(Saved entries)
Start of Block

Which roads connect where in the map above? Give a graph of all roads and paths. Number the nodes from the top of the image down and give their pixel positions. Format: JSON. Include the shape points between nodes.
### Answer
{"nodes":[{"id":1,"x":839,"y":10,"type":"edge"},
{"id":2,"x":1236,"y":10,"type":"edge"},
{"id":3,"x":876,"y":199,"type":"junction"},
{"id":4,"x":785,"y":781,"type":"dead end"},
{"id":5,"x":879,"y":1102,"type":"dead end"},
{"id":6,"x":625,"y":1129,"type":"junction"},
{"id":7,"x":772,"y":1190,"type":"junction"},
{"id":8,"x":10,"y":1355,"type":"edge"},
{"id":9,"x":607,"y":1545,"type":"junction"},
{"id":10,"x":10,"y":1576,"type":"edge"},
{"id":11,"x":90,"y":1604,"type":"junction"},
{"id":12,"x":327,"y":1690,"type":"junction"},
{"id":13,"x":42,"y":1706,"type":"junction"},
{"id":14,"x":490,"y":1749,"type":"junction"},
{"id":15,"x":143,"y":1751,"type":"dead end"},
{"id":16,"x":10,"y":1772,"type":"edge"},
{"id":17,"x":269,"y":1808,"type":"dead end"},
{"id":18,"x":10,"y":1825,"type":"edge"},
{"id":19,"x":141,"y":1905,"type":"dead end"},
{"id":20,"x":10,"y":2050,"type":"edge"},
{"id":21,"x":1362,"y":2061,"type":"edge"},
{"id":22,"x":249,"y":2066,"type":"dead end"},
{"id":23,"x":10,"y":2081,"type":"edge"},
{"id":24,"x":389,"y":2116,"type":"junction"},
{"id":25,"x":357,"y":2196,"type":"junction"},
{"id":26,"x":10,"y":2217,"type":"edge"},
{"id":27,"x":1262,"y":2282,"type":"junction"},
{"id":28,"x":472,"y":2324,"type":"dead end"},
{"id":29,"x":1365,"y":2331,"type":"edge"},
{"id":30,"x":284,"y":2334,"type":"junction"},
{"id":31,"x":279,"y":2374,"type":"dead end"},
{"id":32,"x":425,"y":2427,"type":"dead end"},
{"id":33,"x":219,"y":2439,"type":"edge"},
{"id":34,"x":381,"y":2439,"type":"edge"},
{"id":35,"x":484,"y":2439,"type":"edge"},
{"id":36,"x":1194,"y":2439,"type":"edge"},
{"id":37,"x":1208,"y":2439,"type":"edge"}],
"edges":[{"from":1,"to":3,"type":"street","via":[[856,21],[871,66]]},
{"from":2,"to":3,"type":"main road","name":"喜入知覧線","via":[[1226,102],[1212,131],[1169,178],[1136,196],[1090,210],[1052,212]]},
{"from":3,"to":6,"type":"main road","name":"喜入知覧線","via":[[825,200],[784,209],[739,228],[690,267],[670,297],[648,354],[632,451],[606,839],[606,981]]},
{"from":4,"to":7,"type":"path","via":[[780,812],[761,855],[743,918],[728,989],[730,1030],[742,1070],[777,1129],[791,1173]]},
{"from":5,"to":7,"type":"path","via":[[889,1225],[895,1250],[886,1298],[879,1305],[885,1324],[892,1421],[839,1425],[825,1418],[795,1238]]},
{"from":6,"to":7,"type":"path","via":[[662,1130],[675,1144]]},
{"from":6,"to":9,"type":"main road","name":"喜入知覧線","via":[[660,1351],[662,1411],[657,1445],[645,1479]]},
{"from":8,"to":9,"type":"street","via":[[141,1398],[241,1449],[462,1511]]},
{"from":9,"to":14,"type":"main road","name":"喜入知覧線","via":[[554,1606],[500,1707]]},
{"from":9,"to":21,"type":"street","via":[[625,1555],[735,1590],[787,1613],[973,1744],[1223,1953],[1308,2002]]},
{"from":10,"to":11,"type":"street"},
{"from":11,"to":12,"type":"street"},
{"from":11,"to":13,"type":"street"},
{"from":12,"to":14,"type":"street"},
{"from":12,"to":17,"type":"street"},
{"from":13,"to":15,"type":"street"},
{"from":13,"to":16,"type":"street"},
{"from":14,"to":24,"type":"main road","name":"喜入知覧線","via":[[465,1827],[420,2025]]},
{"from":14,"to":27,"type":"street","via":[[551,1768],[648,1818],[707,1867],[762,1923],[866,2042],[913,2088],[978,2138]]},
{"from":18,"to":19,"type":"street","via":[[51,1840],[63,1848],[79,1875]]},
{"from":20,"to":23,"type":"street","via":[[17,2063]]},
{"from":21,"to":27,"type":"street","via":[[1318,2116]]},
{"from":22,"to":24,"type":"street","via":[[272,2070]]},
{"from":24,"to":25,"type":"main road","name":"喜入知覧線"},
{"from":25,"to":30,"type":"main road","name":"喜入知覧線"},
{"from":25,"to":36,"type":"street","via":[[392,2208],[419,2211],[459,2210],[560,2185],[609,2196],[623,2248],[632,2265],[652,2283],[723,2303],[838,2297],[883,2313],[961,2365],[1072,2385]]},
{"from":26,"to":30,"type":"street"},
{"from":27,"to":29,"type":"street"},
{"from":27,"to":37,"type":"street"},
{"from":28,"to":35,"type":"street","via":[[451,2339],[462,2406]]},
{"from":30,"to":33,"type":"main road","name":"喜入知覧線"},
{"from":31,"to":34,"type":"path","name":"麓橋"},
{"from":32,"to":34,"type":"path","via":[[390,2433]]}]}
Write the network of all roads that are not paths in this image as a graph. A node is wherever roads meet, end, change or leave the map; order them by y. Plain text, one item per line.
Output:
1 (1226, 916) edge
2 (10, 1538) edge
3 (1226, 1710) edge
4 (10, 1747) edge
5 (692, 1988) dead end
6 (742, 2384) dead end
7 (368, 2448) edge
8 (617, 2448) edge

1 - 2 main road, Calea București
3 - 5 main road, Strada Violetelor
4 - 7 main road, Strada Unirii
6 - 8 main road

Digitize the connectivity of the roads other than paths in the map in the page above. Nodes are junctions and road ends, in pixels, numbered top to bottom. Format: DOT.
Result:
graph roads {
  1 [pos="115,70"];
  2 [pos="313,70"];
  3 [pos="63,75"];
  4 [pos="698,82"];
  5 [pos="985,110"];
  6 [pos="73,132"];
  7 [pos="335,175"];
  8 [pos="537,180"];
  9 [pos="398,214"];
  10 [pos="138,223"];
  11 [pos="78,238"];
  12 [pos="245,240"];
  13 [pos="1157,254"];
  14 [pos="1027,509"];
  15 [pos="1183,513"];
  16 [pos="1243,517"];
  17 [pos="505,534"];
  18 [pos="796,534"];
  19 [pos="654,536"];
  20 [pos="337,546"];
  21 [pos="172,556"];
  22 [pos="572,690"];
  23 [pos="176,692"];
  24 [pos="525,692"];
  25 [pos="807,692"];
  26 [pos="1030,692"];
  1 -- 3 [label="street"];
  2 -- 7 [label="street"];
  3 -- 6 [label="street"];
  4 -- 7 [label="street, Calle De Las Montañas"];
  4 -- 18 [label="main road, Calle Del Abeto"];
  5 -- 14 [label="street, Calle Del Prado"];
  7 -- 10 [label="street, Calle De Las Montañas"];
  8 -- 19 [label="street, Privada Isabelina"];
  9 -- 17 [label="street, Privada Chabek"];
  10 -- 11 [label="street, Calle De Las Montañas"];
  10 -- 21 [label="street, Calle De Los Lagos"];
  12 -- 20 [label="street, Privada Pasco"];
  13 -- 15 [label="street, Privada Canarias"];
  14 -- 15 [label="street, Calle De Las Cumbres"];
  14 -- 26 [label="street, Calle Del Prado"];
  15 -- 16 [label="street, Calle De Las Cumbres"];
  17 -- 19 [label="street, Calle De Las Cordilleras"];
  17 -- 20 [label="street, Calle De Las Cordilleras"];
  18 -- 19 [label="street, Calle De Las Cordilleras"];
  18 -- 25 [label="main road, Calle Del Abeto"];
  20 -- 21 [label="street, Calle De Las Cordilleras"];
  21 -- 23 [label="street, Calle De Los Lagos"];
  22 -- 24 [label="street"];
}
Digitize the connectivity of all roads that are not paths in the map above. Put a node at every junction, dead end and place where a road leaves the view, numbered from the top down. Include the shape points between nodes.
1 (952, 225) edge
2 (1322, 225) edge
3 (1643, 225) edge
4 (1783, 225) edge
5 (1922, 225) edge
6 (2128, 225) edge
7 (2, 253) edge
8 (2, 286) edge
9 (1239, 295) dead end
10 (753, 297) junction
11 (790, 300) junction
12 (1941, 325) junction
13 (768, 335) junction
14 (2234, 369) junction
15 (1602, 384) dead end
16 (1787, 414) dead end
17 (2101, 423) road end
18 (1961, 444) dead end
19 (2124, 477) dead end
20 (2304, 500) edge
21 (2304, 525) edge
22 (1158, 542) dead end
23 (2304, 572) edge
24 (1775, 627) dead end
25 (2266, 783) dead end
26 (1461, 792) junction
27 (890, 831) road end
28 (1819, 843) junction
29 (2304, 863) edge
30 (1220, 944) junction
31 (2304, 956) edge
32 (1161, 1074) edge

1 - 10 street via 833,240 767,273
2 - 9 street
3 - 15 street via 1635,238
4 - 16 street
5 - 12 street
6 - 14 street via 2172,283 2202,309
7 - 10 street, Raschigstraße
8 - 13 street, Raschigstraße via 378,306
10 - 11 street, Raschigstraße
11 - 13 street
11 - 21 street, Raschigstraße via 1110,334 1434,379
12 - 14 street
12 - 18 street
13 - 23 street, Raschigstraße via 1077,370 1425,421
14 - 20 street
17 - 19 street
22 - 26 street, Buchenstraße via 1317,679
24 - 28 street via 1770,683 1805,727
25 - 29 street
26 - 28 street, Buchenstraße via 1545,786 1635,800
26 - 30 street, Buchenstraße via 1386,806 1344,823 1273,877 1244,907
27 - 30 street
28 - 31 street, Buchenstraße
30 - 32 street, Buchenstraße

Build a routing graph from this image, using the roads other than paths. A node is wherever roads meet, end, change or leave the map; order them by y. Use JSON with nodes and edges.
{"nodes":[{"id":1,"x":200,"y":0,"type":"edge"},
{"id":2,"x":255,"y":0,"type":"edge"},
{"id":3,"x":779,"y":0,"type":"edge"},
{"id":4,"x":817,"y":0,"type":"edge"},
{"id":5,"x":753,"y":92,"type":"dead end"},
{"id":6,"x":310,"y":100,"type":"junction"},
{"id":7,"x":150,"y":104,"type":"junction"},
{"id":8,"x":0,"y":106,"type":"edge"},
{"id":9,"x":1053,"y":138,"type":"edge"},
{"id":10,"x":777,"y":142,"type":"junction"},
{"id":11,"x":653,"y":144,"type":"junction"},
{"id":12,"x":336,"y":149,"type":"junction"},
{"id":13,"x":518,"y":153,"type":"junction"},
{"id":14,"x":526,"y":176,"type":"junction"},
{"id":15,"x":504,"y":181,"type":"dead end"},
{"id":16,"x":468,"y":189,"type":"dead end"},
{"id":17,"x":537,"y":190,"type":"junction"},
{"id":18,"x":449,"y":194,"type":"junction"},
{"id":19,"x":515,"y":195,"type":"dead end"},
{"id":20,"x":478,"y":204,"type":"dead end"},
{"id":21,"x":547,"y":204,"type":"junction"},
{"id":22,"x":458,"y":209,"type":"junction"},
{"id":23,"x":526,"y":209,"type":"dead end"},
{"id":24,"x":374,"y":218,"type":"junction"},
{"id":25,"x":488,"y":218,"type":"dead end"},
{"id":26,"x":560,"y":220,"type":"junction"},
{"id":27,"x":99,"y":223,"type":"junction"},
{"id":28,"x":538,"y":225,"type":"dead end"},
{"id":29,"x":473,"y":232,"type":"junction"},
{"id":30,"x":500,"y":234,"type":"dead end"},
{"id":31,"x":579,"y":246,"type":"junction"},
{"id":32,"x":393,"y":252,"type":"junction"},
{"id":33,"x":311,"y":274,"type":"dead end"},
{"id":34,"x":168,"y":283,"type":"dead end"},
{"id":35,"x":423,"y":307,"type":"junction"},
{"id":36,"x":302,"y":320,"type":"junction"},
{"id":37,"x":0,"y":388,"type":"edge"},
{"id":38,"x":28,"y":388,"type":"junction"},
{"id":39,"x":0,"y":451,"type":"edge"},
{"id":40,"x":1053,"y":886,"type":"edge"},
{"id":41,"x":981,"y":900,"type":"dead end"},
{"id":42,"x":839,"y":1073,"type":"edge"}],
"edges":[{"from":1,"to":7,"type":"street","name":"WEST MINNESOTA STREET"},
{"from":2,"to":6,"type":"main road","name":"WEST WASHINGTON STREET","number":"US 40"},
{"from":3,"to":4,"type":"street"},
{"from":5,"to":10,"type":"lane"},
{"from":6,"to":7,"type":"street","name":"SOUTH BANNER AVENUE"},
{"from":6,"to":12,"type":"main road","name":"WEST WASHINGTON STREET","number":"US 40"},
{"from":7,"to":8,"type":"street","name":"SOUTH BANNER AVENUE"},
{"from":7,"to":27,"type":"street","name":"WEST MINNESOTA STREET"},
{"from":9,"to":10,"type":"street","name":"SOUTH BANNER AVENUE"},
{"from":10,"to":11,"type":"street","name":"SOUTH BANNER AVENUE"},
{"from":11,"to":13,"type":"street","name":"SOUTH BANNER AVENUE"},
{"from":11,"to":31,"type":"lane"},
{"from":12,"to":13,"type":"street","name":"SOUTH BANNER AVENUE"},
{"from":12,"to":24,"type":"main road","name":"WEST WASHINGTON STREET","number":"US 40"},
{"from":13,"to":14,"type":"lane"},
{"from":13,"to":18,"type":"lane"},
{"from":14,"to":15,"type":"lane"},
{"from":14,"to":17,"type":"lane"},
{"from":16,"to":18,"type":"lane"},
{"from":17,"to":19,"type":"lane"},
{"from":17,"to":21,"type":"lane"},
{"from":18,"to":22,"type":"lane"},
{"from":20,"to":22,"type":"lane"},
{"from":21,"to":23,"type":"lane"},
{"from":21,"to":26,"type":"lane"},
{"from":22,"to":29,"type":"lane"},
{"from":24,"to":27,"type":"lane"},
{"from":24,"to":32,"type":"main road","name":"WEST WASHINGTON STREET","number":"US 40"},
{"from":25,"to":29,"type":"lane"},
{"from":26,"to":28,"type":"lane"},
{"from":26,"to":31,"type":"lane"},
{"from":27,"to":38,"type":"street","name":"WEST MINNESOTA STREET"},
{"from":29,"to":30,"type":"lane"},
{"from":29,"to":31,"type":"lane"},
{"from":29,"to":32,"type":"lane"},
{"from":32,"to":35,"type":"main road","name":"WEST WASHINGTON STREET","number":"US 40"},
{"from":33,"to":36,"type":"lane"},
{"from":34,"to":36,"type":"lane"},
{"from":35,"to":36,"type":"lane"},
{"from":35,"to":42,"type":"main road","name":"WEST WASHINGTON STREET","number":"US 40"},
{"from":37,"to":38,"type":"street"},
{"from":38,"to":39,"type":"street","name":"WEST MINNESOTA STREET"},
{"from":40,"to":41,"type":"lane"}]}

End of Block

Task details.
Look through the data above. Find each line with the string "order" and copy it.

Task output.
Write the network of all roads that are not paths in this image as a graph. A node is wherever roads meet, end, change or leave the map; order them by y. Plain text, one item per line.
Build a routing graph from this image, using the roads other than paths. A node is wherever roads meet, end, change or leave the map; order them by y. Use JSON with nodes and edges.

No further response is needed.